Friends and colleagues of Professor Dame Louise Johnson will be very saddened to learn that she suffered a serious and very incapacitating heart attack with complications in August 2011 and has been in hospital since then. Louise is visited daily by members of her family, and, starting very recently, by a small number of friends. Cards and messages can be sent to Louise c/o The Administrator, Department of Biochemistry, South Parks Road, Oxford, OX1 3QU, from where they will be passed on to the family and communicated to Louise.

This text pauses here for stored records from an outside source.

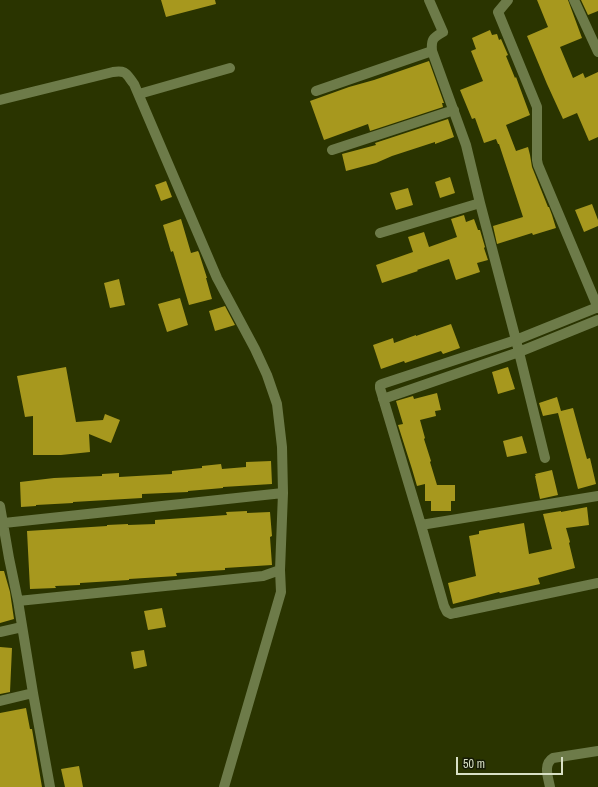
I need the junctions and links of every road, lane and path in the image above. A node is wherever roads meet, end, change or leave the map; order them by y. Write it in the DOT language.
graph roads {
  1 [pos="429,0"];
  2 [pos="508,0"];
  3 [pos="574,0"];
  4 [pos="432,51"];
  5 [pos="598,52"];
  6 [pos="230,68"];
  7 [pos="316,91"];
  8 [pos="138,94"];
  9 [pos="0,100"];
  10 [pos="454,110"];
  11 [pos="332,150"];
  12 [pos="480,203"];
  13 [pos="380,233"];
  14 [pos="598,307"];
  15 [pos="598,320"];
  16 [pos="516,340"];
  17 [pos="519,352"];
  18 [pos="383,399"];
  19 [pos="545,458"];
  20 [pos="283,493"];
  21 [pos="598,496"];
  22 [pos="0,506"];
  23 [pos="4,523"];
  24 [pos="421,525"];
  25 [pos="4,559"];
  26 [pos="280,570"];
  27 [pos="598,583"];
  28 [pos="18,601"];
  29 [pos="22,628"];
  30 [pos="0,632"];
  31 [pos="33,693"];
  32 [pos="0,701"];
  33 [pos="598,751"];
  34 [pos="50,787"];
  35 [pos="224,787"];
  36 [pos="550,787"];
  1 -- 4 [label="street"];
  2 -- 14 [label="street"];
  3 -- 5 [label="street"];
  4 -- 7 [label="street"];
  4 -- 10 [label="street"];
  6 -- 8 [label="street"];
  8 -- 9 [label="street"];
  8 -- 20 [label="street"];
  10 -- 11 [label="street"];
  10 -- 12 [label="street"];
  12 -- 13 [label="street"];
  12 -- 16 [label="street"];
  14 -- 16 [label="street"];
  15 -- 17 [label="street"];
  16 -- 17 [label="street"];
  16 -- 18 [label="street"];
  17 -- 18 [label="street"];
  17 -- 19 [label="street"];
  18 -- 24 [label="street"];
  20 -- 23 [label="street"];
  20 -- 26 [label="street"];
  21 -- 24 [label="street"];
  22 -- 23 [label="street"];
  23 -- 25 [label="street"];
  24 -- 27 [label="street"];
  25 -- 28 [label="street"];
  26 -- 28 [label="street"];
  26 -- 35 [label="street"];
  28 -- 29 [label="street"];
  29 -- 30 [label="street"];
  29 -- 31 [label="street"];
  31 -- 32 [label="street"];
  31 -- 34 [label="street"];
  33 -- 36 [label="street"];
}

Louise's research is documented as follows:

I retired from the University in October 2007 but retain my interests in protein kinases and their regulation in health and disease with special focus on the kinases involved in the regulation of the cell cycle, where the structure of Cdk1/cyclin B is a long-outstanding target being addressed by Jane Endicott and Nick Brown and in transcription where our structure of Cdk9/cyclin T (P-TEFb) has led to a programme on structure based drug design by Sonja Baumli, who is also addressing the higher order assemblies that regulate this kinase. My latest interests arising from my association with Diamond Light Source are in the applications of coherent diffraction imaging of cells and macromolecular assemblies and the exploitation of free electron laser X-ray sources.

P-TEFb (CDK9/cyclin T) promotes mRNA transcriptional elongation through phosphorylation of elongation repressors and RNA polymerase II. In order to understand the regulation of a transcriptional CDK by its cognate cyclin we determined the structure of the CDK9/cyclin T1 (CDK9/CycT1) (Baumli et al, 2008).

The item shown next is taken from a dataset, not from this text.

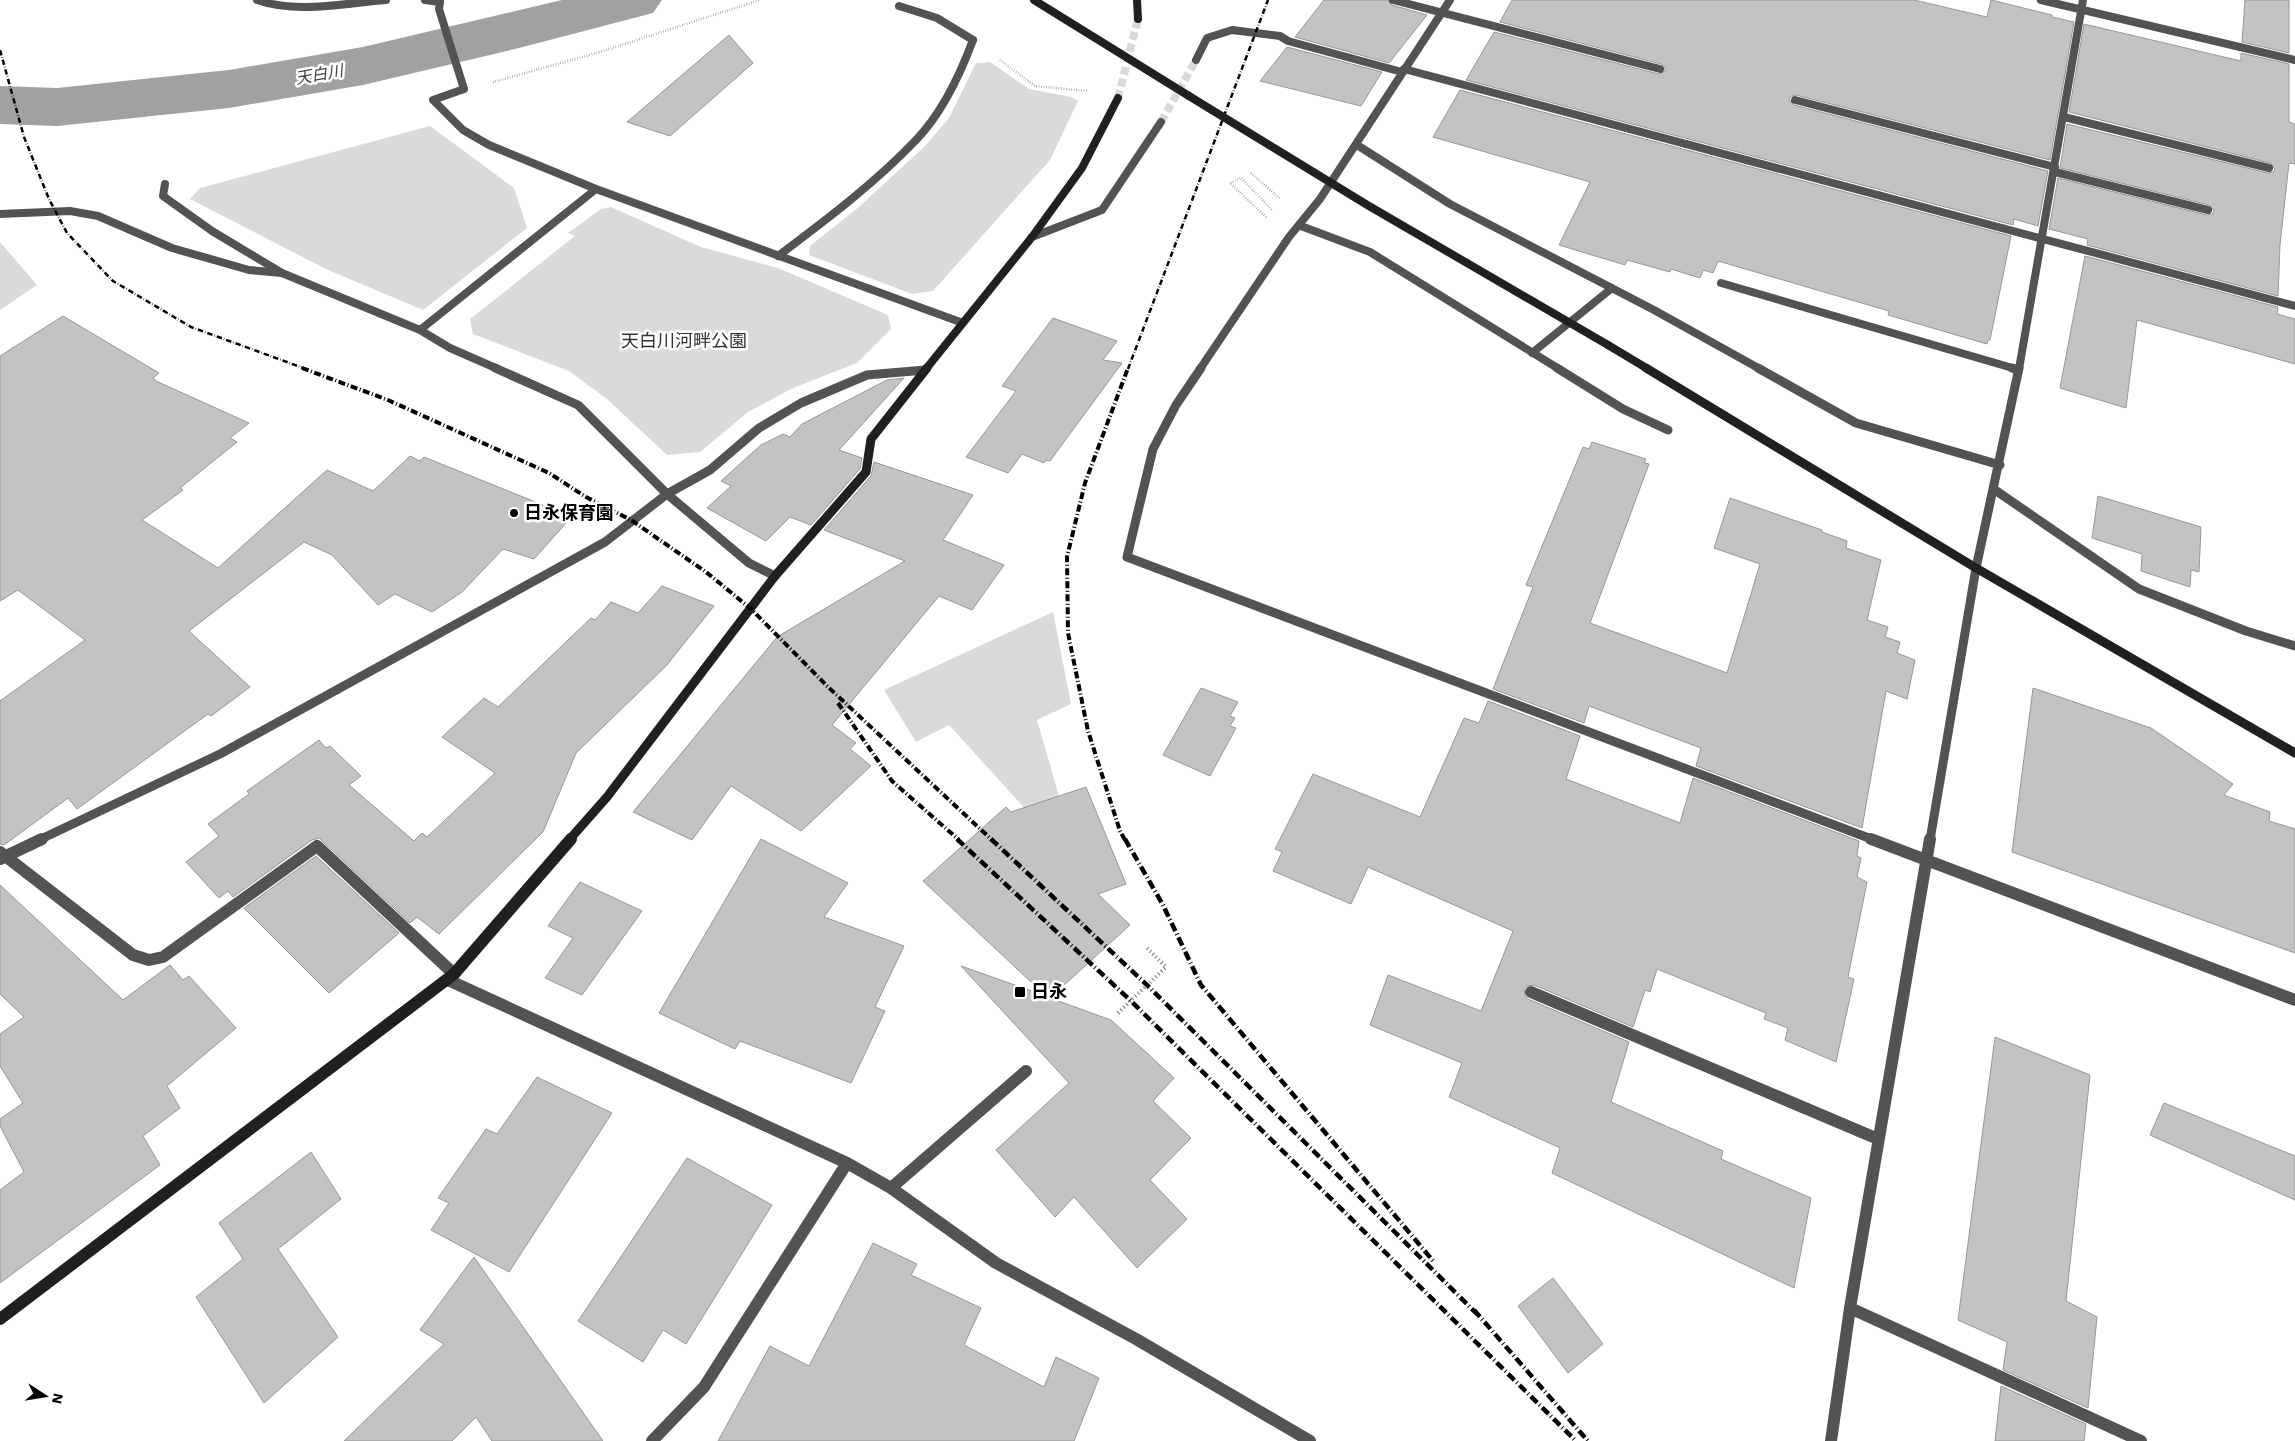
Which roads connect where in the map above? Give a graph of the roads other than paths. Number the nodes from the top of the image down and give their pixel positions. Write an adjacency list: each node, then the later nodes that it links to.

There are distinct differences between CDK9/CycT1 and the cell cycle CDK, CDK2/CycA, manifested by a relative rotation of 26° of CycT1 with respect to the CDK, showing for the first time plasticity in CDK cyclin interactions (Figure 1). Flavopiridol is an anti-cancer drug in Phase II clinical trials for chronic lymphocytic leukaemia and other cancers. Structural studies showed that flavopiridol bound to the ATP site of CDK9 inducing unanticipated structural changes that bury the inhibitor, providing specificity and potency (Figure 2).

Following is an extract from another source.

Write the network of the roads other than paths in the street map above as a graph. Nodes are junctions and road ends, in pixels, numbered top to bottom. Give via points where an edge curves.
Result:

The eukaryotic cell cycle involves replication of the genetic material and the cell's biomass to yield two duplicate daughter cells. Progression through the cycle is driven by the sequential activities of different cyclin dependent protein kinases (CDKs). The organisation of both the temporal and spatial events is characterised by selection of the right substrates by the protein kinases. CDK2/cyclin E governs entry into S phase during which DNA replication takes place. Levels of cyclin E are elevated in breast cancers. Structural studies on CDK2/cyclin E gave an explanation for some of its important cell properties (Honda et al., 2005). With CDK2/cyclin A we have sought to understand how the binding of a substrate at a remote site from the catalytic site can influence substrate specificity (Cheng et al 2006) (Figure 3). This has led to an investigation of how the different cyclins confer substrate specificity on their kinases. We have shown that although CDK2/cyclin A and CDK2/cyclin E have very similar properties the association of CDK2 with cyclin B confers different substrate recognition properties that are related to the role of cyclin B in mitosis (Brown, NR et al. Cell Cycle, 2007).